[Collected data entries]

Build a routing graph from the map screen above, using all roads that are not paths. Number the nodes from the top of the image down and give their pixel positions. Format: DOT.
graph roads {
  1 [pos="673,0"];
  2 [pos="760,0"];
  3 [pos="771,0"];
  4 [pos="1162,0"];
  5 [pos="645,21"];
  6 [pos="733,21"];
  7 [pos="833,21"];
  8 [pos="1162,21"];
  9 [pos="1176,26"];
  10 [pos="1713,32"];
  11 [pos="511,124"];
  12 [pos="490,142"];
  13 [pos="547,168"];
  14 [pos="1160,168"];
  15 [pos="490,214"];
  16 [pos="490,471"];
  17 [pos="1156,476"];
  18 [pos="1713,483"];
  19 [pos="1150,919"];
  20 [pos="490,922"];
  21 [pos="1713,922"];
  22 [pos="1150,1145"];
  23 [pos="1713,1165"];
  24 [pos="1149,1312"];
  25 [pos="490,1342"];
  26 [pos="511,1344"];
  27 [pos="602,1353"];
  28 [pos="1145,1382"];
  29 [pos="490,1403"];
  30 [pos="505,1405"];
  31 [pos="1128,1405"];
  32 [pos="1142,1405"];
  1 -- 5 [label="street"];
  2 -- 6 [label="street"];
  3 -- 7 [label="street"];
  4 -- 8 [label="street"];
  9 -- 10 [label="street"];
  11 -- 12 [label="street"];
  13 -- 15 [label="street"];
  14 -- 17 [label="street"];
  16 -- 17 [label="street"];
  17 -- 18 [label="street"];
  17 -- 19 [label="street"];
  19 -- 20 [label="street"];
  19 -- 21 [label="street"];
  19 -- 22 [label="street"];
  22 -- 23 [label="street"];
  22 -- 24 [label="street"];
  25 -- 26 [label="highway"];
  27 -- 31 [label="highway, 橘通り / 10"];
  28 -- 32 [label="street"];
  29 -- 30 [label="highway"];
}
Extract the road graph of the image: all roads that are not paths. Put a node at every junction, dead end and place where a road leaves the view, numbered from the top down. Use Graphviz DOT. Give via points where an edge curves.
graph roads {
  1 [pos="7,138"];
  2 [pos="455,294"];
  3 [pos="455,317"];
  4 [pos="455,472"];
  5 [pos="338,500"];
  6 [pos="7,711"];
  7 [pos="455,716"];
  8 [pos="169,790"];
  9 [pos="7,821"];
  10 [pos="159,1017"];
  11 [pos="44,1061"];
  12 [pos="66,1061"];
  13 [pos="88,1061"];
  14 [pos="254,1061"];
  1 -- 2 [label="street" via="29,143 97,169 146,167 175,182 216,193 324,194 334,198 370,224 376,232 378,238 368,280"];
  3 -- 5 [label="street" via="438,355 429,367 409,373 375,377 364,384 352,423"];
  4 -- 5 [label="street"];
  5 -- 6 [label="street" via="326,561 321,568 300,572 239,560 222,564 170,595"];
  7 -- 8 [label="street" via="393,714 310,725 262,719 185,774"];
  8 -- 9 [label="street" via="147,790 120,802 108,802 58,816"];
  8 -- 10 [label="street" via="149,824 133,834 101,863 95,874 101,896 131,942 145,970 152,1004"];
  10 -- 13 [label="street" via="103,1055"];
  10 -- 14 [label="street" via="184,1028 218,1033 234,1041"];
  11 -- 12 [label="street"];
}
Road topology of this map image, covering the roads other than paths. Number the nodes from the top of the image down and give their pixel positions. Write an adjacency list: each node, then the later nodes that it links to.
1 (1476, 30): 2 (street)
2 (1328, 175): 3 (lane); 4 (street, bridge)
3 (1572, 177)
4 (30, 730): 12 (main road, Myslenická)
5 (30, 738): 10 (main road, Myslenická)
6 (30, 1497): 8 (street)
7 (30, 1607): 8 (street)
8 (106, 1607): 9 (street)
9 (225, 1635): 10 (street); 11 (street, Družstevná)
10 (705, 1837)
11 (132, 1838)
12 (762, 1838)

• _Activity_: Each of the entries above needs to be given again exactly.

• _Output for this exercise_:
Build a routing graph from the map screen above, using all roads that are not paths. Number the nodes from the top of the image down and give their pixel positions. Format: DOT.
graph roads {
  1 [pos="673,0"];
  2 [pos="760,0"];
  3 [pos="771,0"];
  4 [pos="1162,0"];
  5 [pos="645,21"];
  6 [pos="733,21"];
  7 [pos="833,21"];
  8 [pos="1162,21"];
  9 [pos="1176,26"];
  10 [pos="1713,32"];
  11 [pos="511,124"];
  12 [pos="490,142"];
  13 [pos="547,168"];
  14 [pos="1160,168"];
  15 [pos="490,214"];
  16 [pos="490,471"];
  17 [pos="1156,476"];
  18 [pos="1713,483"];
  19 [pos="1150,919"];
  20 [pos="490,922"];
  21 [pos="1713,922"];
  22 [pos="1150,1145"];
  23 [pos="1713,1165"];
  24 [pos="1149,1312"];
  25 [pos="490,1342"];
  26 [pos="511,1344"];
  27 [pos="602,1353"];
  28 [pos="1145,1382"];
  29 [pos="490,1403"];
  30 [pos="505,1405"];
  31 [pos="1128,1405"];
  32 [pos="1142,1405"];
  1 -- 5 [label="street"];
  2 -- 6 [label="street"];
  3 -- 7 [label="street"];
  4 -- 8 [label="street"];
  9 -- 10 [label="street"];
  11 -- 12 [label="street"];
  13 -- 15 [label="street"];
  14 -- 17 [label="street"];
  16 -- 17 [label="street"];
  17 -- 18 [label="street"];
  17 -- 19 [label="street"];
  19 -- 20 [label="street"];
  19 -- 21 [label="street"];
  19 -- 22 [label="street"];
  22 -- 23 [label="street"];
  22 -- 24 [label="street"];
  25 -- 26 [label="highway"];
  27 -- 31 [label="highway, 橘通り / 10"];
  28 -- 32 [label="street"];
  29 -- 30 [label="highway"];
}
Extract the road graph of the image: all roads that are not paths. Put a node at every junction, dead end and place where a road leaves the view, numbered from the top down. Use Graphviz DOT. Give via points where an edge curves.
graph roads {
  1 [pos="7,138"];
  2 [pos="455,294"];
  3 [pos="455,317"];
  4 [pos="455,472"];
  5 [pos="338,500"];
  6 [pos="7,711"];
  7 [pos="455,716"];
  8 [pos="169,790"];
  9 [pos="7,821"];
  10 [pos="159,1017"];
  11 [pos="44,1061"];
  12 [pos="66,1061"];
  13 [pos="88,1061"];
  14 [pos="254,1061"];
  1 -- 2 [label="street" via="29,143 97,169 146,167 175,182 216,193 324,194 334,198 370,224 376,232 378,238 368,280"];
  3 -- 5 [label="street" via="438,355 429,367 409,373 375,377 364,384 352,423"];
  4 -- 5 [label="street"];
  5 -- 6 [label="street" via="326,561 321,568 300,572 239,560 222,564 170,595"];
  7 -- 8 [label="street" via="393,714 310,725 262,719 185,774"];
  8 -- 9 [label="street" via="147,790 120,802 108,802 58,816"];
  8 -- 10 [label="street" via="149,824 133,834 101,863 95,874 101,896 131,942 145,970 152,1004"];
  10 -- 13 [label="street" via="103,1055"];
  10 -- 14 [label="street" via="184,1028 218,1033 234,1041"];
  11 -- 12 [label="street"];
}
Road topology of this map image, covering the roads other than paths. Number the nodes from the top of the image down and give their pixel positions. Write an adjacency list: each node, then the later nodes that it links to.
1 (1476, 30): 2 (street)
2 (1328, 175): 3 (lane); 4 (street, bridge)
3 (1572, 177)
4 (30, 730): 12 (main road, Myslenická)
5 (30, 738): 10 (main road, Myslenická)
6 (30, 1497): 8 (street)
7 (30, 1607): 8 (street)
8 (106, 1607): 9 (street)
9 (225, 1635): 10 (street); 11 (street, Družstevná)
10 (705, 1837)
11 (132, 1838)
12 (762, 1838)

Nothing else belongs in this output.